Post n°236 pubblicato il 08 Ottobre 2008 da bimbadepoca
 

Il primo giorno di scuola, i ragazzini delle prime classi erano radunati nel cortile, il preside saliva su uno scranno per la solenne occasione. Scandiva, con voce stentorea, i nostri nomi per smistarci nelle varie sezioni. A differenza di Hogwarts, non aveva bisogno di un magico cappello, assegnava i ruoli basandosi sull’esperienza del mestiere.
C’erano tre sezioni nella mia scuola media:
La sezione A, solo maschile, luogo d’assembramento dei peggiori elementi del quartiere.
La sezione B, solo femminile, visto l’alto numero di richieste sospettavo che vi s'insegnassero materie minori. Un piacevole parcheggio per ragazzine che sarebbero diventate madri prima della maggiore età.
E poi c’era la mitica sezione C, mista, l’unica in cui era previsto l’insegnamento dell’inglese. Ambita meta per tutti i genitori con aspirazioni piccole borghesi.

Io fui assegnata proprio a questa sezione, ma al momento non me ne resi conto, non mi accorsi nemmeno di essere stata chiamata dal preside in persona. Io quel giorno vidi soltanto lui.
Aveva bellissimi occhi scuri, un neo sulla guancia e un’aria da furbastro di tre cotte, caratteristica maschile, questa, che negli anni a venire avrebbero posseduto tutti gli uomini da cui mi sarei fatta incantare.
Quel giorno lui indossava una maglietta azzurra e prima ancora di conoscerne il nome, io decisi che l’avrei battezzato Celeste. Quello stesso pomeriggio comprai, sulle bancarelle, un braccialetto di plastica azzurra, che tenni al polso per tutti e tre gli anni delle medie, come suggello d’eterno amore.

Celeste chiaramente, era il ragazzino più corteggiato della scuola, aveva decine di dodicenni che gli ronzavano intorno. Ed io ero gelosa da morire, ma non di loro, della loro disinvoltura, degli atteggiamenti da grande che sapevano ostentare. In cuor mio ero già cosciente che non sarei mai stata capace di riprodurre tutte quelle moine, anche se a casa facevo le prove davanti allo specchio, chiusa in bagno.
Su di me i colori, con i quali loro s’impiastricciavano il viso, avevano un effetto ridicolo.
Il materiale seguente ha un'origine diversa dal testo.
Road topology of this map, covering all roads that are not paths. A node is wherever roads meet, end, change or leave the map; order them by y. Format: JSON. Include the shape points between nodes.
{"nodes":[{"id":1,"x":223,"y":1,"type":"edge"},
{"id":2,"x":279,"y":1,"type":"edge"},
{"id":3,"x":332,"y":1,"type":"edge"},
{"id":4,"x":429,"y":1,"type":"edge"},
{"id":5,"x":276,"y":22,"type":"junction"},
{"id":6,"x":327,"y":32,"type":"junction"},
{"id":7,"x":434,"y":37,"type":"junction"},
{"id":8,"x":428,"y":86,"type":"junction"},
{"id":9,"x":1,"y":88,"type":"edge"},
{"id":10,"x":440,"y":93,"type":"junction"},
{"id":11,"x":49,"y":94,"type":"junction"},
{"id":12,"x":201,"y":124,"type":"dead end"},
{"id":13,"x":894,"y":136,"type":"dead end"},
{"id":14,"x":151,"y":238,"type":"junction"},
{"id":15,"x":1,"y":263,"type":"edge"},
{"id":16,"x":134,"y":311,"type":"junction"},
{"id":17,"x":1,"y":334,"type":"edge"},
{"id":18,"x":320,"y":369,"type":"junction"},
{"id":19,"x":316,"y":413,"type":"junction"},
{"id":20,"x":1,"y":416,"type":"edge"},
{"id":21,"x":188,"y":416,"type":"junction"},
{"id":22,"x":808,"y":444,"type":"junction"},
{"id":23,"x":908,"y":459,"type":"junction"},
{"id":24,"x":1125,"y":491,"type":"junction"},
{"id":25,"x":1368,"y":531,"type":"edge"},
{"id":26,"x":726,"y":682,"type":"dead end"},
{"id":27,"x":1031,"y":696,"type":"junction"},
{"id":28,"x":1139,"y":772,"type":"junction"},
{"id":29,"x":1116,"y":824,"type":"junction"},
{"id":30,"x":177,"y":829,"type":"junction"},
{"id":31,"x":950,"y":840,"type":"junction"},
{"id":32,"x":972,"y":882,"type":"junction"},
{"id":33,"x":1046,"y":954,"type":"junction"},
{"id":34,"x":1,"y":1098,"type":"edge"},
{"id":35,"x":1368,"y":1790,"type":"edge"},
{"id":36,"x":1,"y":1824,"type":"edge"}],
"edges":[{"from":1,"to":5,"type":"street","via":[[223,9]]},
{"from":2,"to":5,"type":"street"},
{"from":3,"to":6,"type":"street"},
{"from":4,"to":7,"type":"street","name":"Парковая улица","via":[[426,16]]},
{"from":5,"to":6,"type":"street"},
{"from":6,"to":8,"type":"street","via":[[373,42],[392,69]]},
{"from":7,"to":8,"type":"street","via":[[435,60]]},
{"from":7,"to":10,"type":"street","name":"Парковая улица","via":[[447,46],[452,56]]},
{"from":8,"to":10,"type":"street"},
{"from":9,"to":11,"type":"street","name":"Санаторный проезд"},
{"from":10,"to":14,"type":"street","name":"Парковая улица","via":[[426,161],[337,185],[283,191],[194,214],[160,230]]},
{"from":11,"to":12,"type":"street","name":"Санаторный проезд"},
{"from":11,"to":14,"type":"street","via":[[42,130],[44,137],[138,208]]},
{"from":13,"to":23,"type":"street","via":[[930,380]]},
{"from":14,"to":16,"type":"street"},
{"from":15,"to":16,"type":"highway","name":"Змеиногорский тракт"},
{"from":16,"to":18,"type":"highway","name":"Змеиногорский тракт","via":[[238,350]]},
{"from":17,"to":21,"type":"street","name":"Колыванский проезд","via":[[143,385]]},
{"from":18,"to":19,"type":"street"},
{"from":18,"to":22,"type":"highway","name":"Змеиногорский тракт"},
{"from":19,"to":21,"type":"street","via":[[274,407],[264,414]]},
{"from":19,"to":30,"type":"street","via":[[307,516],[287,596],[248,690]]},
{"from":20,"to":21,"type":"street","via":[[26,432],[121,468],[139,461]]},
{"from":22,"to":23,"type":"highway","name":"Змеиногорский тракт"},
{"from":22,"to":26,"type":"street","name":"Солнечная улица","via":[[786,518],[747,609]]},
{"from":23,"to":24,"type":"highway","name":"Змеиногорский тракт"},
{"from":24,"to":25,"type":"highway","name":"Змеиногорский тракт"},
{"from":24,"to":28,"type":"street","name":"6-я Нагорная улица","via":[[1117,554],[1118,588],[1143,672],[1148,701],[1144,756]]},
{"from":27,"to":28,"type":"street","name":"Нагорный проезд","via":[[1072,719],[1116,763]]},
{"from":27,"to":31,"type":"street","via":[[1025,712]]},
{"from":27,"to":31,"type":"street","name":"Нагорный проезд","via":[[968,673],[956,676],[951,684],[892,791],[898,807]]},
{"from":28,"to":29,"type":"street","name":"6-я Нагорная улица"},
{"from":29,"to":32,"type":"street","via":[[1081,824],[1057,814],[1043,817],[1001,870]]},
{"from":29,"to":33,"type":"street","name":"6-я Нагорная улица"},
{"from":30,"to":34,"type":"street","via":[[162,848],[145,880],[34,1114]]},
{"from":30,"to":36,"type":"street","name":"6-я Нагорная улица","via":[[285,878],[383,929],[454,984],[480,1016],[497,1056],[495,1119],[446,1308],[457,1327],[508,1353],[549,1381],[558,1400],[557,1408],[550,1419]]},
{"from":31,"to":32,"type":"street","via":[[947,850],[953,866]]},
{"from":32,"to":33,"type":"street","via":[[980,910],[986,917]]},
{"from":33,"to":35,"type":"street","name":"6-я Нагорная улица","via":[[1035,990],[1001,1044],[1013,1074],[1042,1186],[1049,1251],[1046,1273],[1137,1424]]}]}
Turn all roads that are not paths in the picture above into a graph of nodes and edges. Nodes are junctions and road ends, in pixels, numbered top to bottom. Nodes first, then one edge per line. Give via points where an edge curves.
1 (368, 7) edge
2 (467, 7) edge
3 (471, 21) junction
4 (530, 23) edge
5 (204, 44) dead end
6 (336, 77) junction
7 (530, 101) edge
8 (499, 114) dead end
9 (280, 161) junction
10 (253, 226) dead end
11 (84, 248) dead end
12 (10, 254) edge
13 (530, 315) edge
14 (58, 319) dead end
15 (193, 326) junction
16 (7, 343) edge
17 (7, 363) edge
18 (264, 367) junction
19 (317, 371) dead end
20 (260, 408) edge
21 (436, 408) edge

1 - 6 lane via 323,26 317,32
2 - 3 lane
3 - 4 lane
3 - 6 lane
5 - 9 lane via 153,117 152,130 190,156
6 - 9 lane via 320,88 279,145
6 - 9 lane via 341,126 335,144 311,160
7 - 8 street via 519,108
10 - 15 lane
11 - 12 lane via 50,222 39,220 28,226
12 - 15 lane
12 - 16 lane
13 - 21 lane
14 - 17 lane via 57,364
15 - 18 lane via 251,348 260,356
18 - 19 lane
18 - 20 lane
Una pagliacciata da circo.

Celeste era nella sezione A, di pomeriggio invece di studiare, lavorava. Girava con la sua Apecar, consegnando bevande in bottiglia e ritirando i vuoti, quando ancora il vetro era a rendere. Per me era come un principe sul bianco destriero.
Ogni giorno passavo davanti al deposito delle bottiglie vuote. Ogni volta le gambe si rifiutavano di camminare, era come se la pianta dei piedi s’incollasse alla strada, regalandomi un’andatura più goffa del normale.
No, non avevo alcuna speranza, ero solo una ragazzina troppo alta e troppo magra, con ancora i calzettoni di lana.

Ma, come nelle favole, accadde l’incredibile… a furia di passargli sotto il naso, Celeste s’innamorò proprio di me. E solo e unicamente con me, si trasformò in un ragazzino timido e incapace. Mi guardava passare con aria imbambolata, qualche volta canticchiava le melense canzoncine che erano di moda in quegli anni.
Intendiamoci, con le altre dava libero sfogo, senza rossori e timidezze, ai suoi ormoni in subbuglio. Io invece mi dovetti sorbire l’intero repertorio del festival di San Remo.

Finché un giorno di primavera dell’ultimo anno, mentre eravamo in classe, avvertimmo una lieve scossa di terremoto. Ci fu un fuggi fuggi generale, decine di alunni che correvano come una mandria d’ippopotami impazziti, produssero un aumento del tremolio dei pavimenti.
Io ero in preda al panico, ancora negli occhi il ricordo di quella sera del 1980, quando un terremoto segnò un divario tra il prima e il dopo delle nostre vite.
No, non arrivò lui a salvarmi dal cataclisma imminente, scesi in strada da sola, tremando di paura.
Una mia amica cercò di consolarmi, Celeste era a pochi passi e mi guardava piangere. Dovette pensare che era finalmente giunto il momento tanto atteso.
Si fece coraggio e si avvicinò, chiedendomi col tono più dolce del mondo – Hai avuto paura? -
Io tirai su col naso e risposi un laconico sì. Senza aggiungere altro. Nessuno dei due aggiunse niente altro.
Fu così che naufragò il nostro amor celeste.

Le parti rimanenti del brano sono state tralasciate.